LanguageTool calls are not optimized

Issue #234 wontfix
Former user created an issue

Original issue 234 created by marcin.milkow... on 2012-05-22T11:24:38.000Z:

The LanguageTool server expects to check large chunks of text; otherwise, the checking could be really slow. On each HTTP query, a JLanguageTool object is created, and this introduces around 40ms additional slowdown.

What steps will reproduce the problem?
1. Start CheckMate for a big file.
2. Start LT GUI on the command line, you will see lots of tiny HTTP queries.

What is the expected output?

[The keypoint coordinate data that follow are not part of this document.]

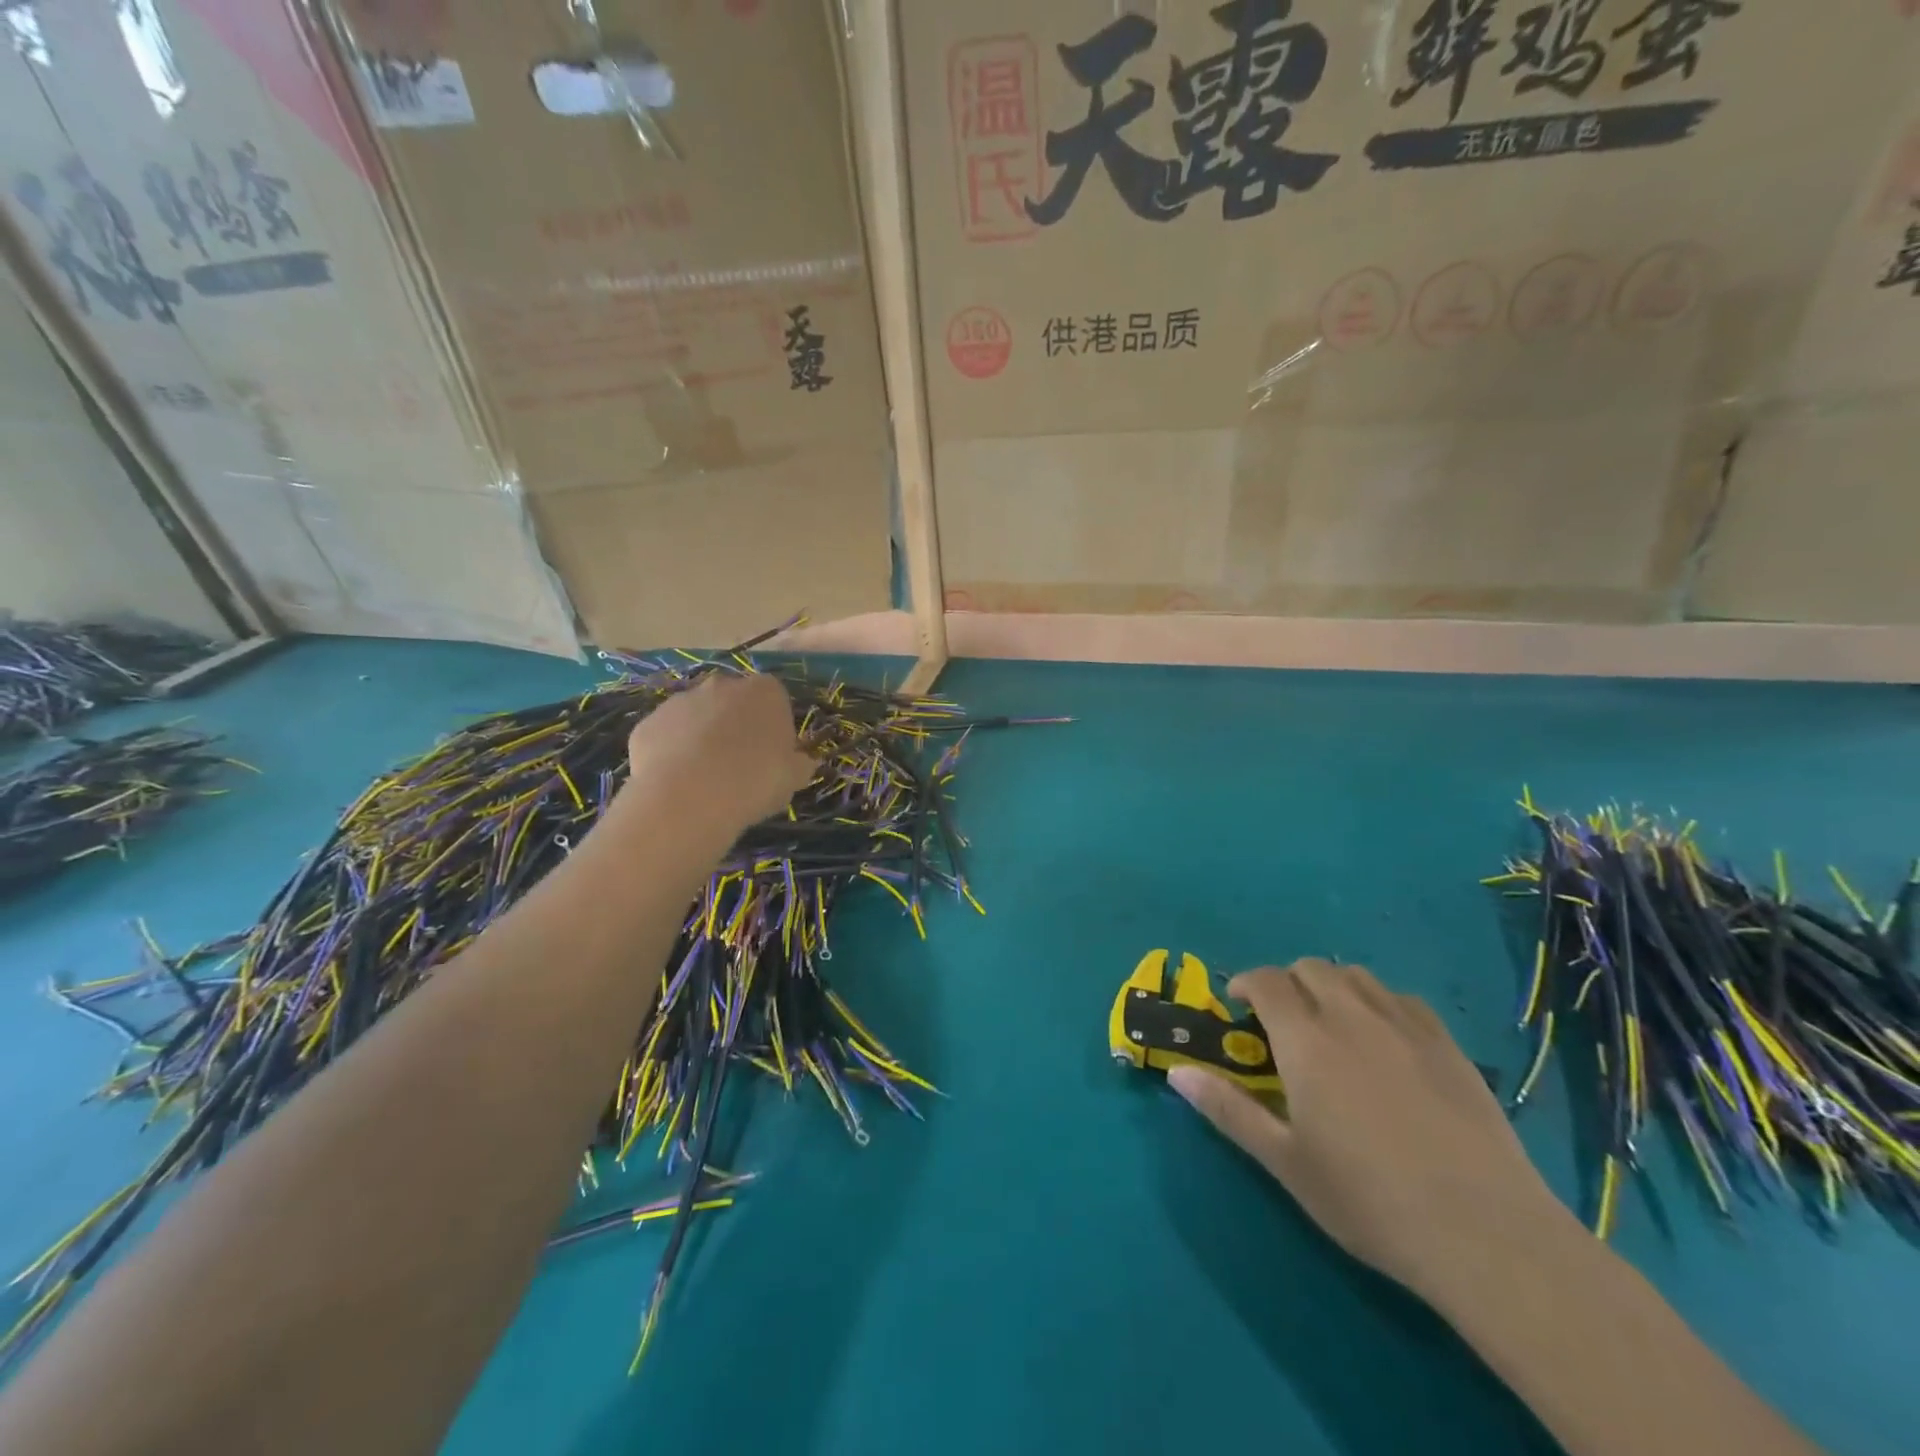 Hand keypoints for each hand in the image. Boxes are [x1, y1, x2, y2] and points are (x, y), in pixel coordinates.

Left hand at [624, 673, 814, 831]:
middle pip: (733, 701)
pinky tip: (678, 782)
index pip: (775, 699)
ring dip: (702, 737)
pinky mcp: (648, 723)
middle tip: (739, 764)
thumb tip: (803, 761)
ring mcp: (680, 700)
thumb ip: (800, 764)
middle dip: (735, 725)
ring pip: (697, 716)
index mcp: (765, 692)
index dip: (774, 726)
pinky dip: (672, 753)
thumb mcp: (794, 778)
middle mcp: (722, 685)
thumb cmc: (755, 781)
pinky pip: (666, 736)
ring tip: (706, 778)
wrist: (690, 797)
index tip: (773, 754)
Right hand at [1168, 960, 1575, 1303]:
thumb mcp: (1285, 1162)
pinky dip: (1380, 1003)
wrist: (1484, 1233)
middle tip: (1284, 1022)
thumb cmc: (1369, 1200)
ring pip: (1357, 976)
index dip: (1246, 983)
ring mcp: (1405, 1026)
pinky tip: (1386, 1040)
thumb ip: (1228, 1109)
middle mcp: (1351, 1016)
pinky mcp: (1448, 1045)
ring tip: (1332, 1024)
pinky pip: (1403, 998)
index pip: (1266, 980)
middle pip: (1310, 968)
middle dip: (1287, 983)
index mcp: (1306, 1040)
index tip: (1238, 1006)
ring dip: (1332, 986)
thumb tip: (1176, 1073) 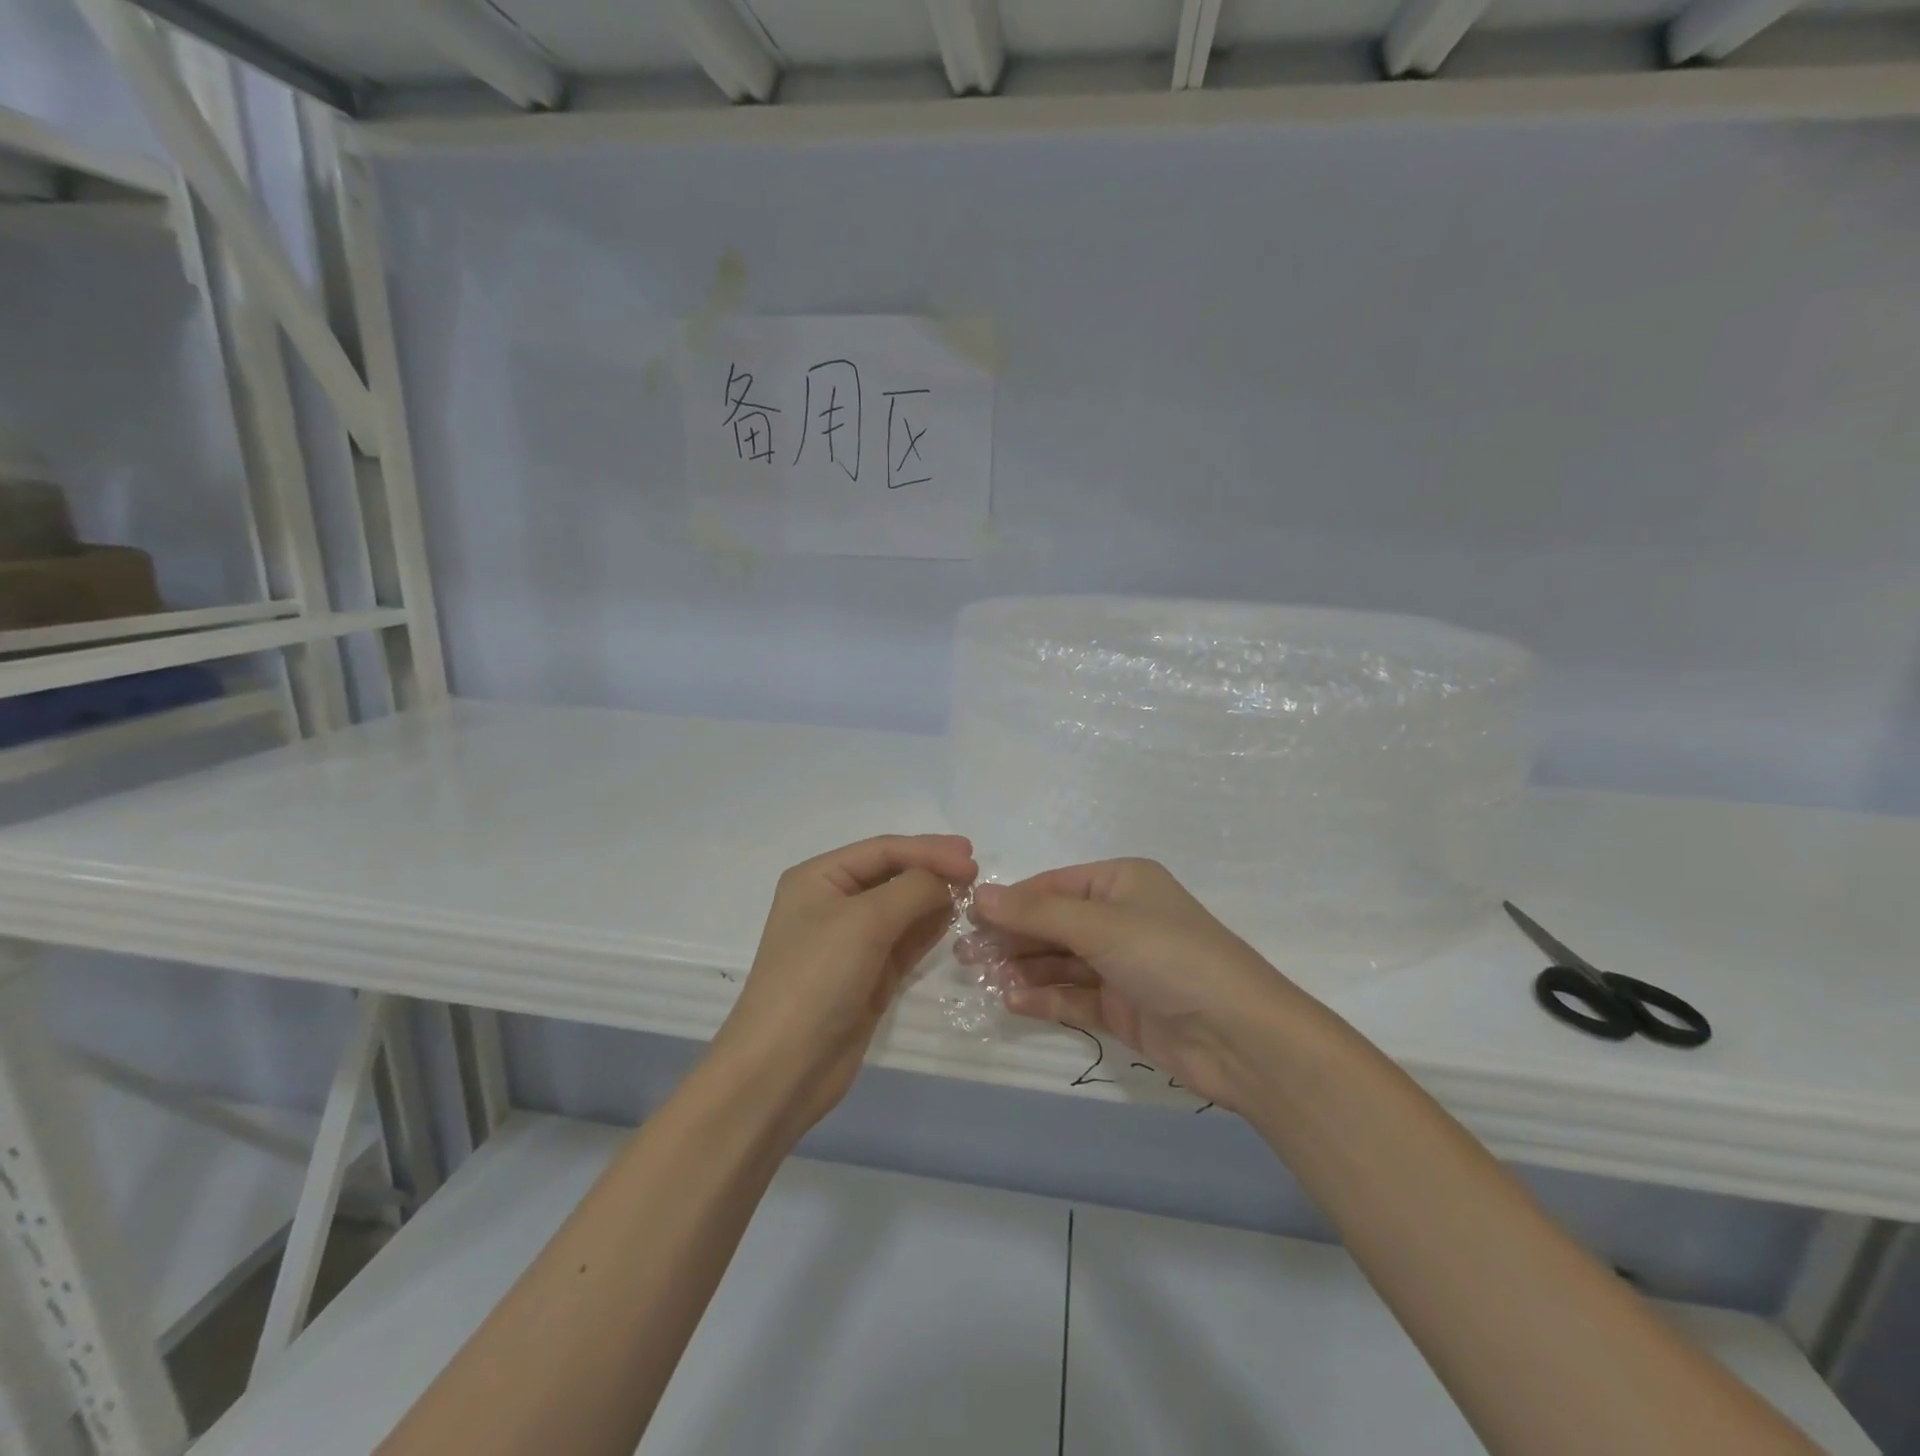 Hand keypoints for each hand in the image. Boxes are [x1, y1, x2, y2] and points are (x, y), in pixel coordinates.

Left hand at [715, 834, 975, 1135]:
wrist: (783, 1069)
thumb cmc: (817, 979)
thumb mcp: (865, 921)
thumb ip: (913, 889)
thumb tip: (948, 880)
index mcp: (818, 878)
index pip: (883, 849)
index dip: (929, 849)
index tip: (973, 858)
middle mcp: (832, 903)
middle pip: (893, 874)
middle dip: (932, 870)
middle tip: (976, 871)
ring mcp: (851, 942)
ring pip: (902, 908)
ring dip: (934, 898)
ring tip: (972, 894)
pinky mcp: (868, 975)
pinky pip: (905, 940)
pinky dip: (928, 928)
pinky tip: (952, 919)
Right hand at [965, 859, 1307, 1111]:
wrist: (1241, 1036)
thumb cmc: (1169, 957)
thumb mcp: (1101, 925)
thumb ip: (1038, 913)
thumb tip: (980, 894)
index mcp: (1121, 882)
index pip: (1053, 886)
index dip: (1011, 901)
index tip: (968, 918)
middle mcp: (1120, 918)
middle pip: (1052, 924)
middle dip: (1011, 937)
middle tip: (964, 955)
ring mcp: (1122, 965)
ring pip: (1060, 961)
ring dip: (1023, 968)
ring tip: (982, 978)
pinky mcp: (1123, 1007)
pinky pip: (1074, 996)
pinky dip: (1045, 997)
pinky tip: (1014, 1000)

What do you see instead?

The expected behavior would be to chunk many requests into one (it's enough to use \n\n to split them). It should speed up CheckMate's checks. This is especially important in the upcoming version of LanguageTool that contains spellchecking based on hunspell - creation of suggestions takes a lot of time. I understand this makes LT integration slightly harder, but you need to first run your own rules on the segments, then pass a large chunk to the HTTP server, and sort the results using the segment numbers (mapped onto line numbers).

Moreover, the suggestions from the HUNSPELL_RULE are not displayed by CheckMate, neither on the screen, nor in the Quality Check Report. This is unexpected as well.

What version of the product are you using? On what operating system?

Snapshot 0.17, Windows 7 64-bit

Comments (20)

  1. Former user Account Deleted

    Comment [4.](https://code.google.com/p/okapi/issues/detail?id=234#c4) originally posted by mihn... on 2012-07-25T23:58:20.000Z:

    I have also tried calling directly the JLanguageTool API in the languagetool jar. That is blazing fast. Some use cases might still prefer a service, but it might be worth a plugin calling the jar directly (once we have the plugin infrastructure in place?)

  2. Former user Account Deleted

    Comment 5. originally posted by @ysavourel on 2013-02-20T22:11:12.000Z:

    Will port the code into a separate step.

  3. Former user Account Deleted

    Comment 7. originally posted by marcin.milkow... on 2013-03-22T17:59:01.000Z:

    I tried to use the step but I'm not sure how the results could be displayed. It seems that the documents get checked but how do I get the list of warnings and errors?

  4. Former user Account Deleted

    Comment 8. originally posted by @ysavourel on 2013-03-22T18:03:43.000Z:

    Try to add it in a pipeline just before creating a translation kit.
    For example:

    • Raw document to Filter Event
    • Language Tool
    • Rainbow Translation Kit Creation

    This is still very preliminary. I need to change the Quality Check step as well as CheckMate so that new step can be taken advantage of.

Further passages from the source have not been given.